- **EXERCISE**
Tally the lines below that contain "thumb". The number is the whole answer.

=== Begin Enclosure ===

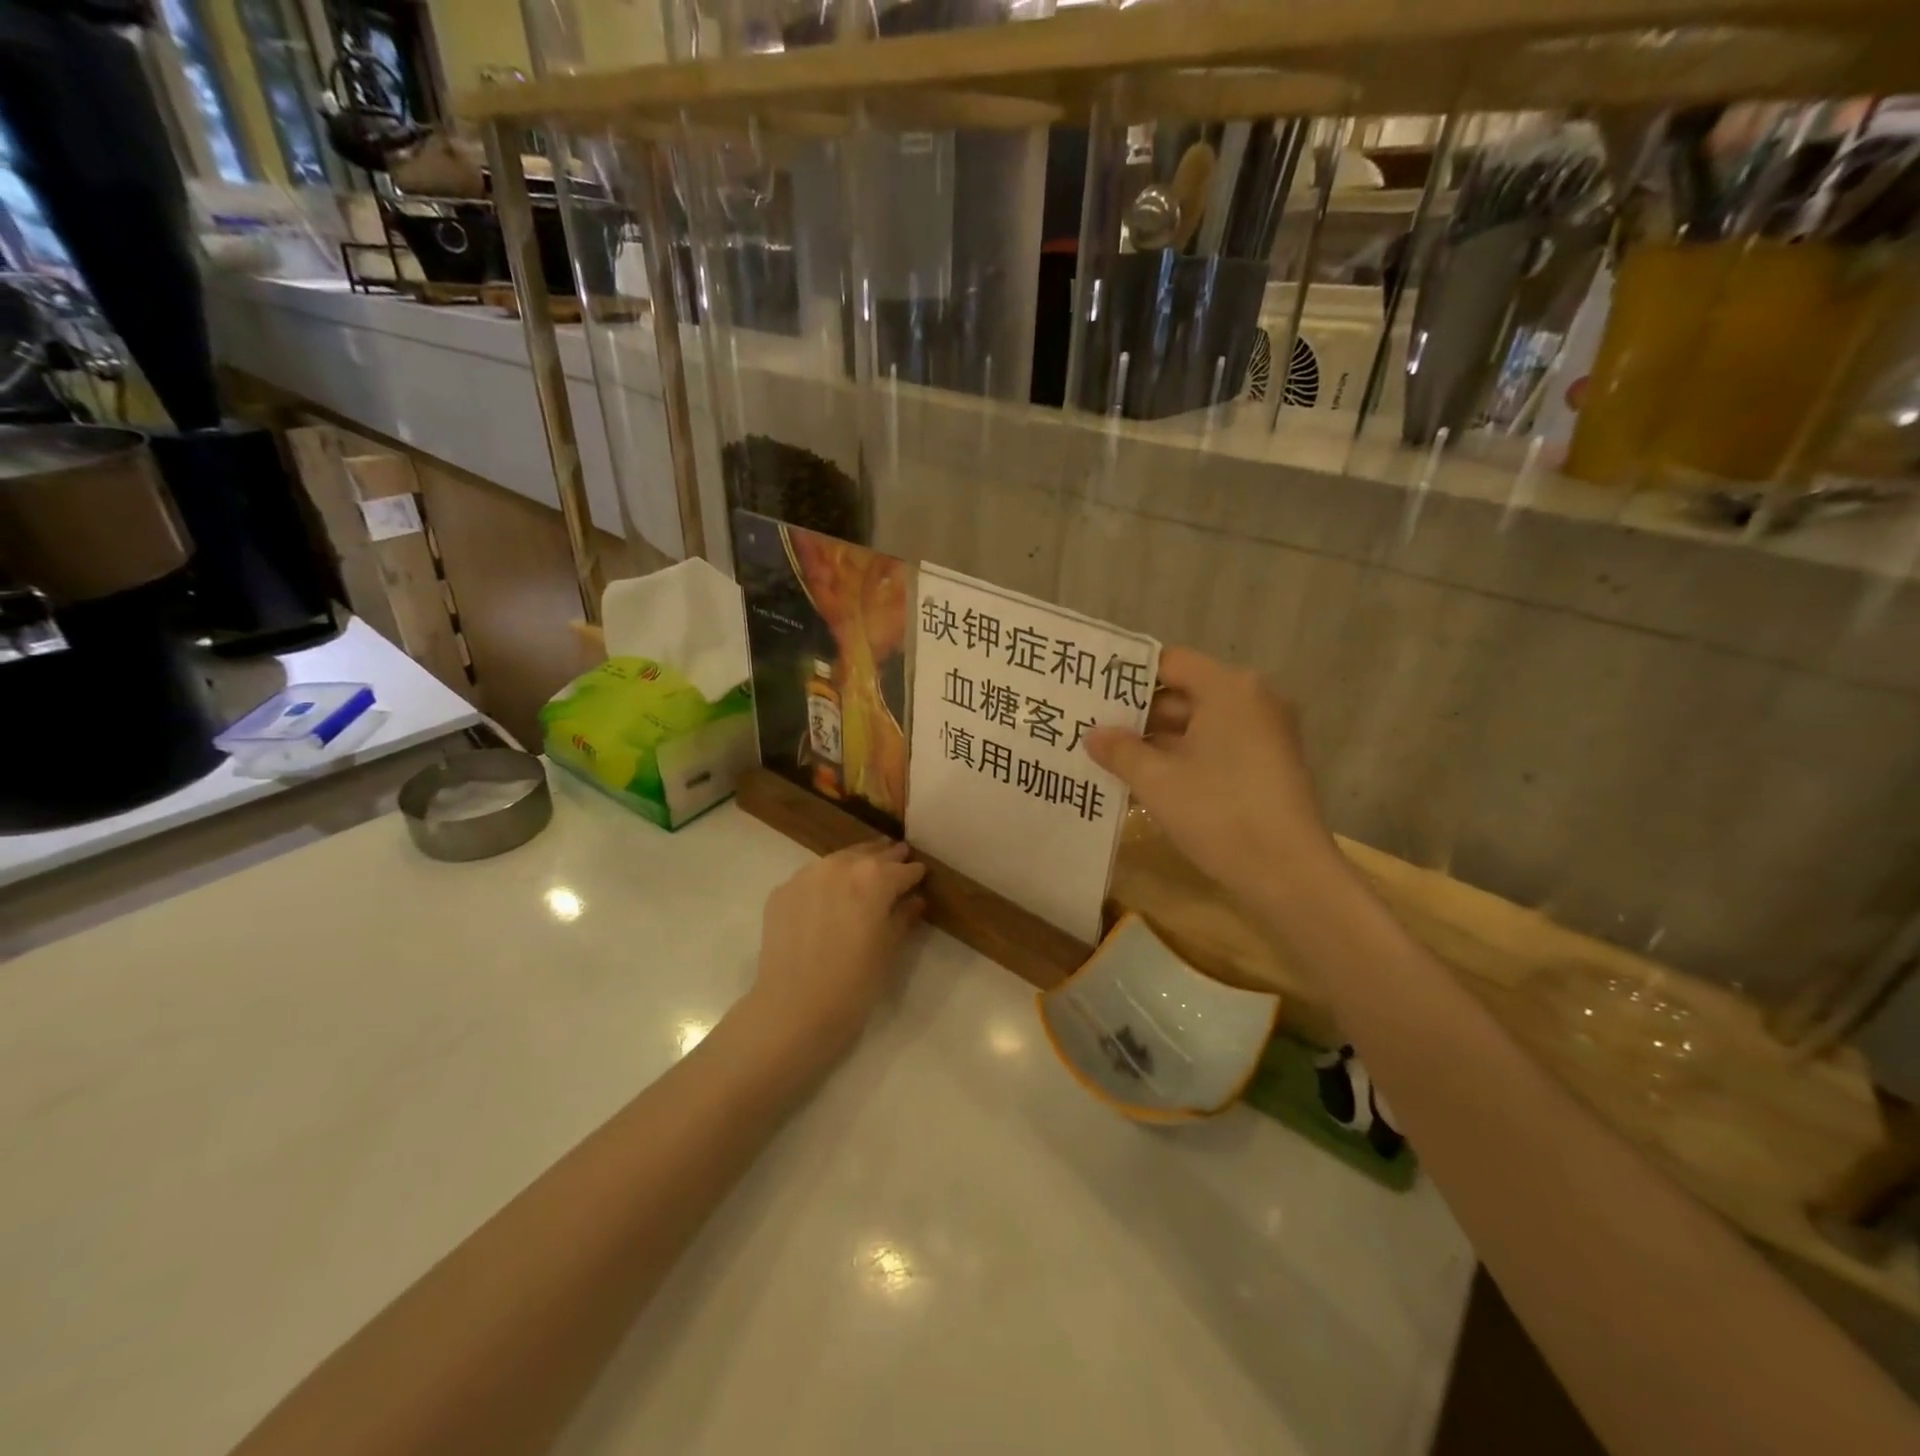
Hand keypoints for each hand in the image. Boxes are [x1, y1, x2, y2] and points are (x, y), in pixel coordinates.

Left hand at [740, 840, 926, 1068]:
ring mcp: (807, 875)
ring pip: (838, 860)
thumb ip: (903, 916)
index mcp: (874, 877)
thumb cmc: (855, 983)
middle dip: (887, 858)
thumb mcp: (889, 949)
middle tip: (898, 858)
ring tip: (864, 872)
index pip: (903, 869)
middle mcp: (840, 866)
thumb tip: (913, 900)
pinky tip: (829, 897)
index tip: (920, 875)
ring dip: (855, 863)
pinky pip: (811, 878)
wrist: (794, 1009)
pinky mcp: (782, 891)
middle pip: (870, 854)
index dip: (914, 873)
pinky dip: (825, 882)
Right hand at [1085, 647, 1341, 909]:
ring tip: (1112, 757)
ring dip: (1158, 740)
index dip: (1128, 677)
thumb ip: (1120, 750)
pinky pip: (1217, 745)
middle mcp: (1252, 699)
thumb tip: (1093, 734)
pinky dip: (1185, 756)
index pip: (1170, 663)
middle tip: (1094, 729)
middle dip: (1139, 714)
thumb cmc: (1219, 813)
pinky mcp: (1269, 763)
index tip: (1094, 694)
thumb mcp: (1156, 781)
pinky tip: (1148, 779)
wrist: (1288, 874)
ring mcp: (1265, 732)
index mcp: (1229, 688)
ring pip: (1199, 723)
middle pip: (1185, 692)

=== End Enclosure ===

- **FINAL ANSWER**
8